**Exercise instructions**
Every entry should be reproduced word for word.

**Records**
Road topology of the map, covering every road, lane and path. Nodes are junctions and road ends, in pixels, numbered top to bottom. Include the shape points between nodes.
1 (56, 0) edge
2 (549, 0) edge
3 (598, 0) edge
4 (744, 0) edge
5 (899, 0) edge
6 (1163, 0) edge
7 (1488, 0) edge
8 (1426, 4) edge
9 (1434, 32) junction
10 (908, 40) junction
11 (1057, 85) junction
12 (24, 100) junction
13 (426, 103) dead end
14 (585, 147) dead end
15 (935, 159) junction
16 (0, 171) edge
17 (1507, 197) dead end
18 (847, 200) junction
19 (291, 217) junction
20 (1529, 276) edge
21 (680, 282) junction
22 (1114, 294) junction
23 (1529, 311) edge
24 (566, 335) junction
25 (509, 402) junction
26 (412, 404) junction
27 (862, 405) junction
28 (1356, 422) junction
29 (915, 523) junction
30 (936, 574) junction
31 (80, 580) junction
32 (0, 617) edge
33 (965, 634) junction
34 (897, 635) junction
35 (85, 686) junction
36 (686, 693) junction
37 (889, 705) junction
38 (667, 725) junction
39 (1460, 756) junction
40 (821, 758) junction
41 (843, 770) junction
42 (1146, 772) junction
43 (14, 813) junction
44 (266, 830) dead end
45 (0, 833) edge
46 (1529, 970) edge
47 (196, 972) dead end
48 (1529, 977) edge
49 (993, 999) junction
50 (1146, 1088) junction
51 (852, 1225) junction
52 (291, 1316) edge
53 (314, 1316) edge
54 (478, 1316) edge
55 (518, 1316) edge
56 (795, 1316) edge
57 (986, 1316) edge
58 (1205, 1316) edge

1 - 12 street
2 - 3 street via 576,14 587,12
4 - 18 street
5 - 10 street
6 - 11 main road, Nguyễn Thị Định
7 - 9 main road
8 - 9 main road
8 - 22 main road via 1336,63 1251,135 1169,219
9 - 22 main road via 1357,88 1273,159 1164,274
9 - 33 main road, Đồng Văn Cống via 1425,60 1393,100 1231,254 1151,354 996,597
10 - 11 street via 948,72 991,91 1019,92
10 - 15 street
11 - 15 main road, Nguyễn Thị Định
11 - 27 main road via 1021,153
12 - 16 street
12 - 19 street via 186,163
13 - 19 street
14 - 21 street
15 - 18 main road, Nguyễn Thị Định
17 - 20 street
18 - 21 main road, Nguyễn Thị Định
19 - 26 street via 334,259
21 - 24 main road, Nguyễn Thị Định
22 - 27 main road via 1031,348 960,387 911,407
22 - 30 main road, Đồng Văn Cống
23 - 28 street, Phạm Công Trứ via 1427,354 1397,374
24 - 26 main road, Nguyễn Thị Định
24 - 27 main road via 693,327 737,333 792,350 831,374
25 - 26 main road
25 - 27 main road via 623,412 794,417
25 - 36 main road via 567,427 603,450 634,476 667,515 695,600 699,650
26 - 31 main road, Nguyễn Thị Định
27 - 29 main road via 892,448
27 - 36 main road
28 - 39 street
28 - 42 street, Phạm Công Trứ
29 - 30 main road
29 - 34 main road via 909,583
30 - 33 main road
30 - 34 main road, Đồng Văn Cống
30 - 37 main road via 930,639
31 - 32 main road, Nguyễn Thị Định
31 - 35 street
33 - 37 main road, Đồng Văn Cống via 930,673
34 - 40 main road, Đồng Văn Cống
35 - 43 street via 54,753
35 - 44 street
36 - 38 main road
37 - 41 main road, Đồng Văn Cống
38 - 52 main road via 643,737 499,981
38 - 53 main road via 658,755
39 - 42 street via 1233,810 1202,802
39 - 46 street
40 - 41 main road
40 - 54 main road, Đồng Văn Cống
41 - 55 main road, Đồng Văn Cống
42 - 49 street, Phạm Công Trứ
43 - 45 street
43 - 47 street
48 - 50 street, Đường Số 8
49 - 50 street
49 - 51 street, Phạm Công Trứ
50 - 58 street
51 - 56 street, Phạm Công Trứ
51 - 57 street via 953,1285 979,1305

**Task output**
Road topology of the map, covering every road, lane and path. Nodes are junctions and road ends, in pixels, numbered top to bottom. Include the shape points between nodes.
1 (56, 0) edge
2 (549, 0) edge
3 (598, 0) edge
4 (744, 0) edge
5 (899, 0) edge
6 (1163, 0) edge
7 (1488, 0) edge
8 (1426, 4) edge
9 (1434, 32) junction
10 (908, 40) junction
11 (1057, 85) junction
12 (24, 100) junction
13 (426, 103) dead end
14 (585, 147) dead end
15 (935, 159) junction
16 (0, 171) edge
17 (1507, 197) dead end
18 (847, 200) junction
19 (291, 217) junction
20 (1529, 276) edge
21 (680, 282) junction
22 (1114, 294) junction
23 (1529, 311) edge
24 (566, 335) junction
25 (509, 402) junction
26 (412, 404) junction
27 (862, 405) junction
28 (1356, 422) junction
29 (915, 523) junction
30 (936, 574) junction
31 (80, 580) junction
32 (0, 617) edge
33 (965, 634) junction
34 (897, 635) junction
35 (85, 686) junction
36 (686, 693) junction
37 (889, 705) junction
38 (667, 725) junction
39 (1460, 756) junction
40 (821, 758) junction
41 (843, 770) junction
42 (1146, 772) junction
43 (14, 813) junction
44 (266, 830) dead end
45 (0, 833) edge
46 (1529, 970) edge
47 (196, 972) dead end
48 (1529, 977) edge
49 (993, 999) junction
50 (1146, 1088) junction
51 (852, 1225) junction
52 (291, 1316) edge
53 (314, 1316) edge
54 (478, 1316) edge
55 (518, 1316) edge
56 (795, 1316) edge
57 (986, 1316) edge
58 (1205, 1316) edge

1 - 12 street
2 - 3 street via 576,14 587,12
4 - 18 street
5 - 10 street
6 - 11 main road, Nguyễn Thị Định
7 - 9 main road
8 - 9 main road
8 - 22 main road via 1336,63 1251,135 1169,219
9 - 22 main road via 1357,88 1273,159 1164,274
9 - 33 main road, Đồng Văn Cống via 1425,60 1393,100 1231,254 1151,354 996,597
10 - 11 street via 948,72 991,91 1019,92
10 - 15 street
11 - 15 main road, Nguyễn Thị Định
11 - 27 main road via 1021,153
12 - 16 street
12 - 19 street via 186,163
13 - 19 street
14 - 21 street
15 - 18 main road, Nguyễn Thị Định
17 - 20 street
18 - 21 main road, Nguyễn Thị Định
19 - 26 street via 334,259
21 - 24 main road, Nguyễn Thị Định
22 - 27 main road via 1031,348 960,387 911,407
22 - 30 main road, Đồng Văn Cống
23 - 28 street, Phạm Công Trứ via 1427,354 1397,374
24 - 26 main road, Nguyễn Thị Định
24 - 27 main road via 693,327 737,333 792,350 831,374
25 - 26 main road
25 - 27 main road via 623,412 794,417
25 - 36 main road via 567,427 603,450 634,476 667,515 695,600 699,650
26 - 31 main road, Nguyễn Thị Định
27 - 29 main road via 892,448
27 - 36 main road
28 - 39 street
28 - 42 street, Phạm Công Trứ
29 - 30 main road
29 - 34 main road via 909,583
30 - 33 main road
30 - 34 main road, Đồng Văn Cống
30 - 37 main road via 930,639
31 - 32 main road, Nguyễn Thị Định
31 - 35 street
33 - 37 main road, Đồng Văn Cống via 930,673
34 - 40 main road, Đồng Văn Cống
35 - 43 street via 54,753
35 - 44 street
36 - 38 main road
37 - 41 main road, Đồng Văn Cống
38 - 52 main road via 643,737 499,981
38 - 53 main road via 658,755
39 - 42 street via 1233,810 1202,802
39 - 46 street
40 - 41 main road
40 - 54 main road, Đồng Văn Cống
41 - 55 main road, Đồng Văn Cống
42 - 49 street, Phạm Công Trứ
43 - 45 street
43 - 47 street
48 - 50 street, Đường Số 8
49 - 50 street
49 - 51 street, Phạm Công Trứ
50 - 58 street
51 - 56 street, Phạm Công Trứ
51 - 57 street via 953,1285 979,1305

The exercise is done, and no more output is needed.